How to have fun with ethanol

When an American company processes Brazilian ethanol in an El Salvadoran plant, how many tax loopholes is it jumping through? And how many U.S. politicians are going to feign outrage?

Sep 23, 2004 | "I hate talking about ethanol," says the Sierra Club's Dan Becker, who makes his living talking about ethanol. It's not so much that he's appalled by the hypocrisy surrounding the "green fuel," although he is. It's that while the product's benefits are marginal, there are still just enough of them to make it difficult to persuade people that public resources might be better spent elsewhere.

Ethanol "saves energy, but it also takes an enormous amount of energy to produce it," says Becker, director of the environmental group's energy program. "And while it reduces some pollutants, such as carbon monoxide, it increases others, such as smog."

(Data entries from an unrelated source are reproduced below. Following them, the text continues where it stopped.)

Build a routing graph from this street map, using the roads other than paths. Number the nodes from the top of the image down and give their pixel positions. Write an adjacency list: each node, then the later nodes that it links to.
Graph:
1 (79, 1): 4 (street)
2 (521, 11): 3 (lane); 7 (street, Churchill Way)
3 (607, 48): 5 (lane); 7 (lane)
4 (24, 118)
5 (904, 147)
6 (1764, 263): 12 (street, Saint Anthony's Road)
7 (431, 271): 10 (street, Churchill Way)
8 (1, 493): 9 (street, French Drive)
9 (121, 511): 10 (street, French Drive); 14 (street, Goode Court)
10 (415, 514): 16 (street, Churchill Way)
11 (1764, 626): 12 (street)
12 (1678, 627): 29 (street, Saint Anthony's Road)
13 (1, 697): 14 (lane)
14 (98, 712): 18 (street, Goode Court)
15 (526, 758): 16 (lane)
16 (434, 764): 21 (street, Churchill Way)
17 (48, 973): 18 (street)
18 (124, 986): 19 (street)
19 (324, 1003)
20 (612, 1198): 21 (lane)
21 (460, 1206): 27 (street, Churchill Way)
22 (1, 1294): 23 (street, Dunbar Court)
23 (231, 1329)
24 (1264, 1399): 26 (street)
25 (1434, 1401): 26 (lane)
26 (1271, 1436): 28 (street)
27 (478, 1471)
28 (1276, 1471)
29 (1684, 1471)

Nevertheless, to eke out those marginal benefits, federal and state governments have over the past couple of decades spent many billions of dollars to create, maintain and protect the growing ethanol industry, thus producing a new market for U.S. corn growers and their agribusiness benefactors. Midwestern legislators swear fealty to the ethanol industry every time they run for office. It's a great election-year issue for politicians of both parties -- including both presidential candidates -- who want to pick up votes in crucial corn-belt swing states. Partly because ethanol's benefits are just attractive enough to make it salable as an alternative energy source, it's the perfect boondoggle -- one with nearly zero political downside.

But a boondoggle it is. Just look at the most recent case: Agribusiness giant Cargill announces plans to open a tiny ethanol plant in El Salvador, and suddenly Midwestern lawmakers are scrambling to propose laws designed to stop the corporation in its tracks, citing the need to further protect the domestic ethanol market. Their frenzied reaction highlights once again how, when it comes to ethanol, lawmakers from both parties are eager to make nice with each other to keep federal dollars flowing to prop up a dubious product that few people want. The result of all this finagling is a whole network of conflicting and contradictory rules and incentives governing the ethanol market both domestically and internationally -- and oodles of special-interest campaign contributions for the politicians concerned. Many ethanol critics say that if the government is going to support energy alternatives and manipulate markets, its resources would be better spent on other, more worthy initiatives. Wind and solar power, say. Or conservation measures.

Cargill's plan could yield cheaper, more plentiful ethanol. So, by opposing it, lawmakers are tacitly admitting that they are less interested in ethanol's supposed benefits -- that it reduces greenhouse gases and curtails our dependence on Mideast oil -- than they are in preserving their favorite source of political pork.

Ethanol is a fuel additive derived from plants, most often in the form of alcohol distilled from corn. In other words, it is moonshine. Most ethanol is blended with gasoline to produce "gasohol," which is usually made up of 90 percent gasoline and 10 percent ethanol. Most of it is sold in states and cities where its use is mandated ostensibly to address pollution concerns, though more is being sold in coastal states that are switching away from water-polluting MTBE, an erstwhile ethanol rival. It is pricier than gasoline, so the only way most people will buy it is if they are forced to.

Since the energy crisis of the early 1970s, ethanol has been promoted as an alternative to petroleum and as a "green fuel." The industry has received billions of dollars in state and federal largesse over the years, in the form of subsidies, tax breaks, import barriers, and mandated production.

Besides playing up the product's energy-savings and environmental benefits, legislators have sold ethanol to the public as "helping America's farmers" by creating and protecting a huge new market for corn. But while farmers get higher prices for their corn, most of the direct government benefits don't go to them -- they go to the companies that convert corn into ethanol. Chief among them is Archer Daniels Midland, a company that nearly imploded in the '90s amid a price-fixing scandal. ADM gave $1.1 million in soft money donations to Republicans in the 2002 election cycle, according to the Center for Responsive Politics. Democrats got $624,000.

The irony in the Cargill case is that the government's own market manipulations are what motivated the company to go to El Salvador in the first place. El Salvador is part of the Caribbean Basin Initiative (CBI), a set of trade laws passed by Congress in the 1980s to help the struggling small economies of Central American countries. As a result, El Salvador is exempt from the 54-cent-per-gallon tariff that is slapped on most imported ethanol.

So, by building the plant there, Cargill will get not only the usual 52-cents-per-gallon break that domestic ethanol producers get on federal fuel taxes, but it also gets to skirt the import tariff that was sold as an "offset" to the tax break. To make matters even more confused, the ethanol Cargill will import from El Salvador is actually from Brazil, the world's largest ethanol producer, and thus would normally be subject to the import tariff. Cargill's plan is to ship about 60 million gallons of Brazilian ethanol a year to the El Salvador plant just to remove the water in a quick final step before shipment to U.S. and world markets. And in the final layer of irony, the plant itself will be tiny, employing only about 40 workers, so the original purpose of the CBI trade laws is being subverted as well.